▶ **Work task**
Restate the listing word for word; omit the images.

▶ **Records shown**
——————
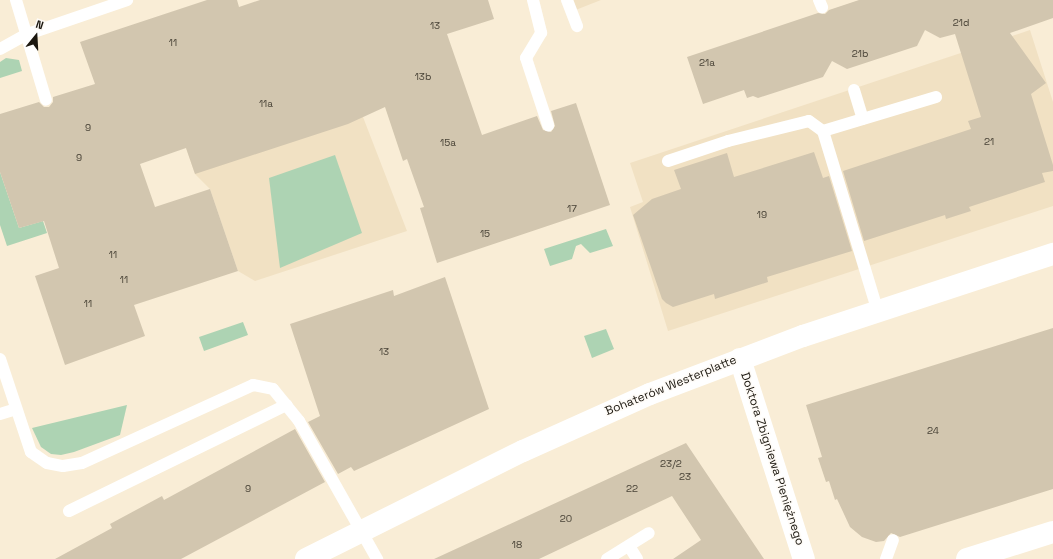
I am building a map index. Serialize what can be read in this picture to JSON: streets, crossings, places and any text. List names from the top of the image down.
{
  "streets": {
    "street": ["Bohaterów Westerplatte", "Doktora Zbigniewa Pieniężnego"]
  },
  "crossings": [
    ["Bohaterów Westerplatte", "Doktora Zbigniewa Pieniężnego"]
  ],
  "house_numbers": [
    "21d",
    "13",
    "11",
    "21b",
    "21a",
    "13b",
    "11a",
    "9",
    "21",
    "15a",
    "9",
    "17",
    "19",
    "15",
    "11",
    "11",
    "11",
    "13",
    "24",
    "23/2",
    "23",
    "9",
    "22",
    "20",
    "18"
  ],
  "north": "top"
}
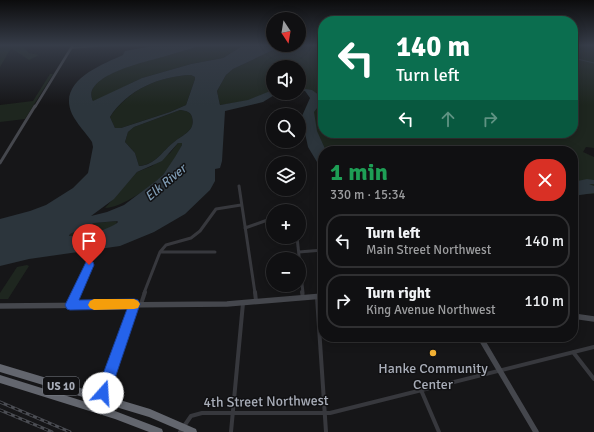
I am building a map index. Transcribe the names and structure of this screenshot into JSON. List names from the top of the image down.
{
  "streets": {
    "highway": ["US 10"],
    "street": ["4th Street Northwest"]
  },
  "crossings": [
    ["US 10", "4th Street Northwest"]
  ],
  "water": ["Elk River"],
  "places": ["Hanke Community Center"],
  "north": "bottom",
  "page": {
    "map_buttons": ["+", "−"],
    "turn": ["140 m", "Turn left"],
    "heading": ["1 min", "330 m · 15:34"],
    "list": [
      {
        "name": "Turn left",
        "note": "Main Street Northwest",
        "value": "140 m"
      },
      {
        "name": "Turn right",
        "note": "King Avenue Northwest",
        "value": "110 m"
      }
    ]
  }
}
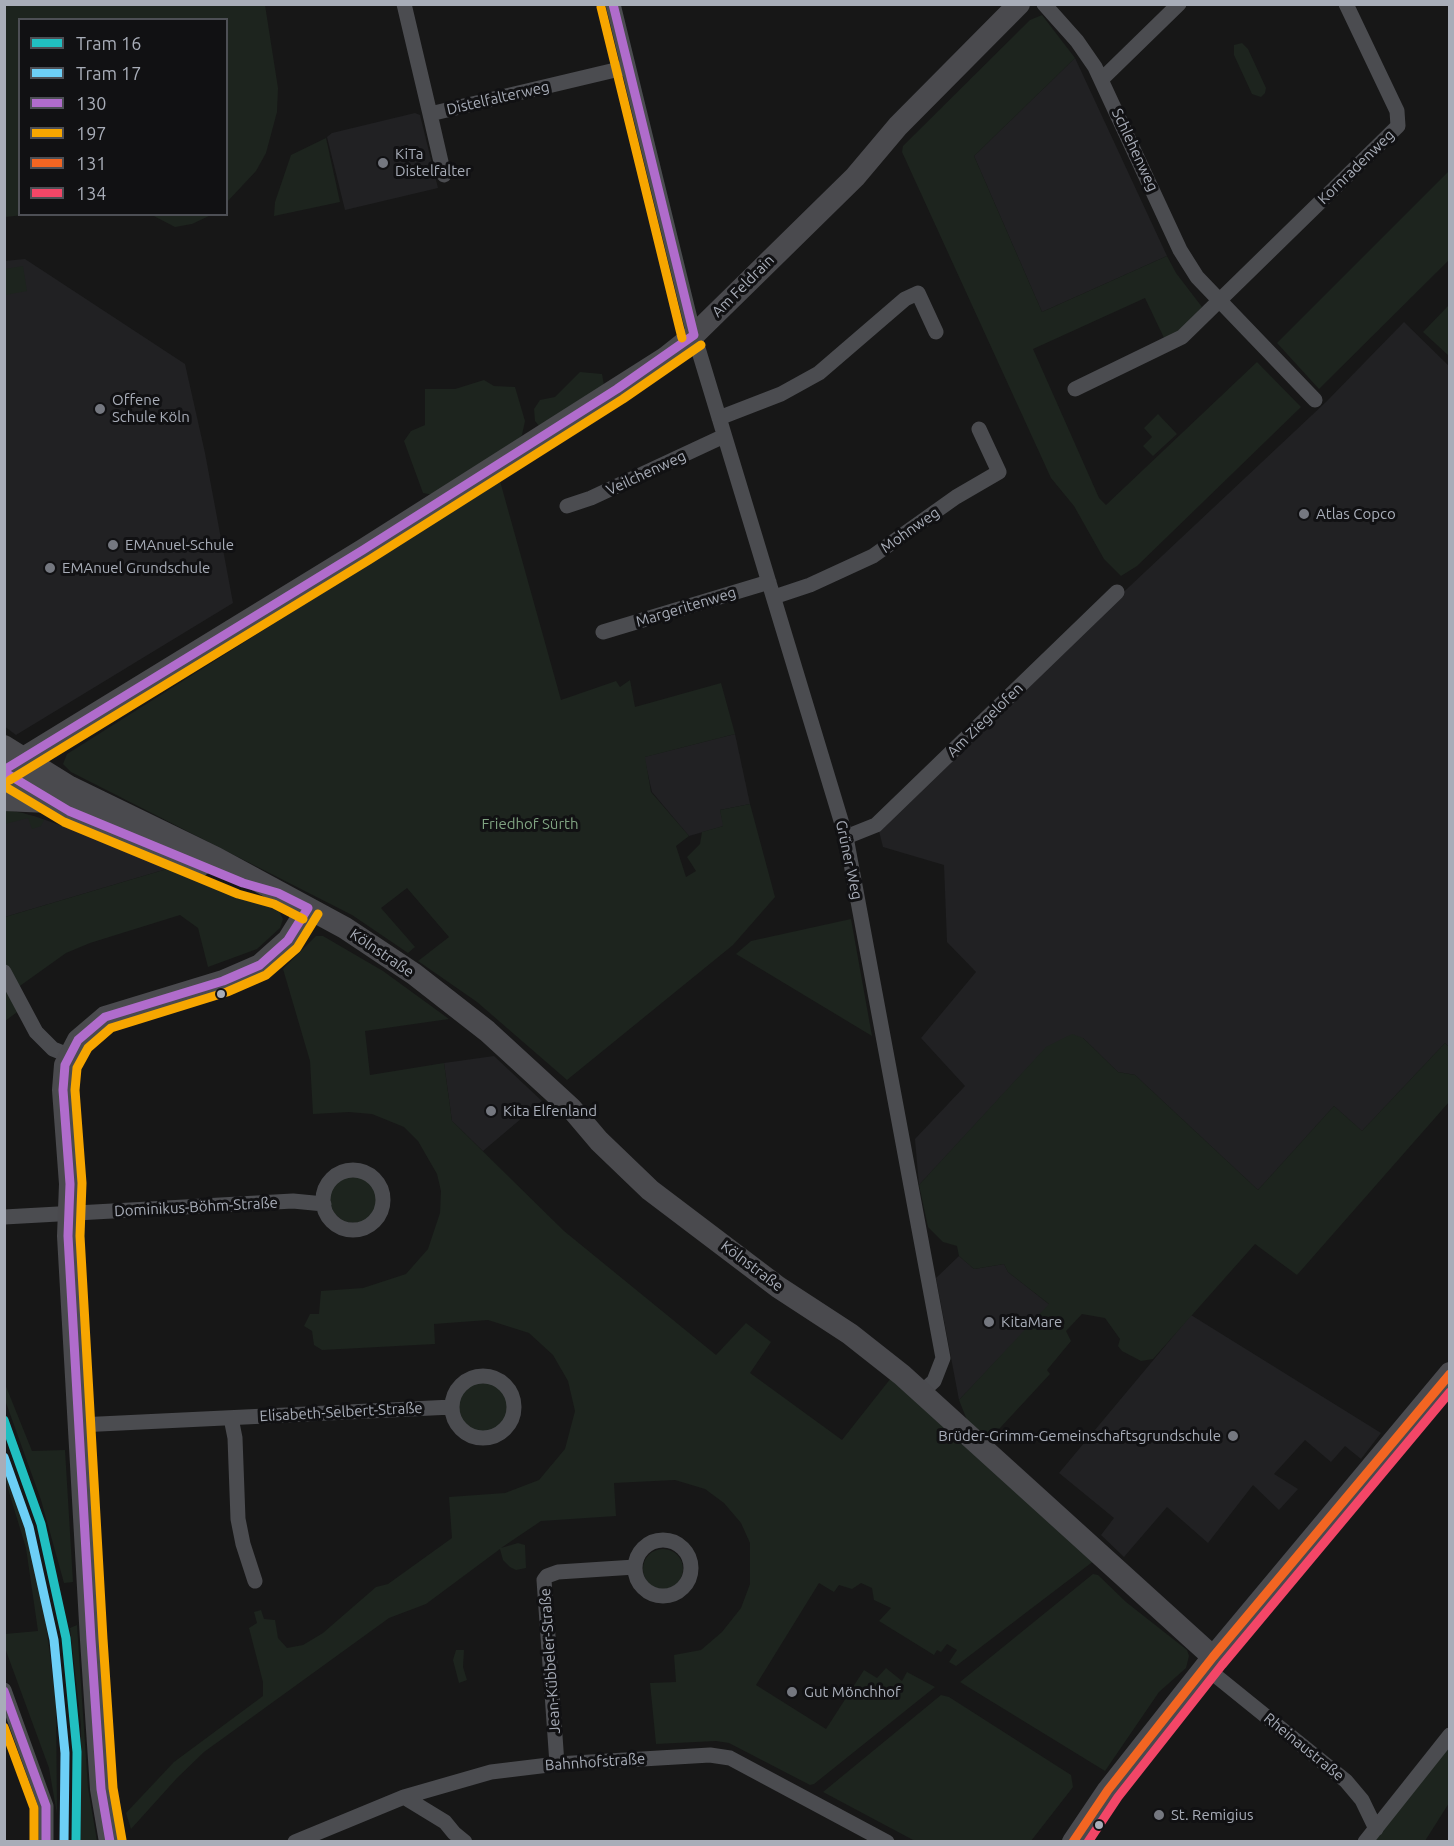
——————
▶ **Exercise solution**
I am building a map index. Serialize what can be read in this picture to JSON: streets, crossings, places and any text. List names from the top of the image down.
{
  "streets": {
    "street": ["Bohaterów Westerplatte", "Doktora Zbigniewa Pieniężnego"]
  },
  "crossings": [
    ["Bohaterów Westerplatte", "Doktora Zbigniewa Pieniężnego"]
  ],
  "house_numbers": [
    "21d",
    "13",
    "11",
    "21b",
    "21a",
    "13b",
    "11a",
    "9",
    "21",
    "15a",
    "9",
    "17",
    "19",
    "15",
    "11",
    "11",
    "11",
    "13",
    "24",
    "23/2",
    "23",
    "9",
    "22",
    "20",
    "18"
  ],
  "north": "top"
}
I am building a map index. Transcribe the names and structure of this screenshot into JSON. List names from the top of the image down.
{
  "streets": {
    "highway": ["US 10"],
    "street": ["4th Street Northwest"]
  },
  "crossings": [
    ["US 10", "4th Street Northwest"]
  ],
  "water": ["Elk River"],
  "places": ["Hanke Community Center"],
  "north": "bottom",
  "page": {
    "map_buttons": ["+", "−"],
    "turn": ["140 m", "Turn left"],
    "heading": ["1 min", "330 m · 15:34"],
    "list": [
      {
        "name": "Turn left",
        "note": "Main Street Northwest",
        "value": "140 m"
      },
      {
        "name": "Turn right",
        "note": "King Avenue Northwest",
        "value": "110 m"
      }
    ]
  }
}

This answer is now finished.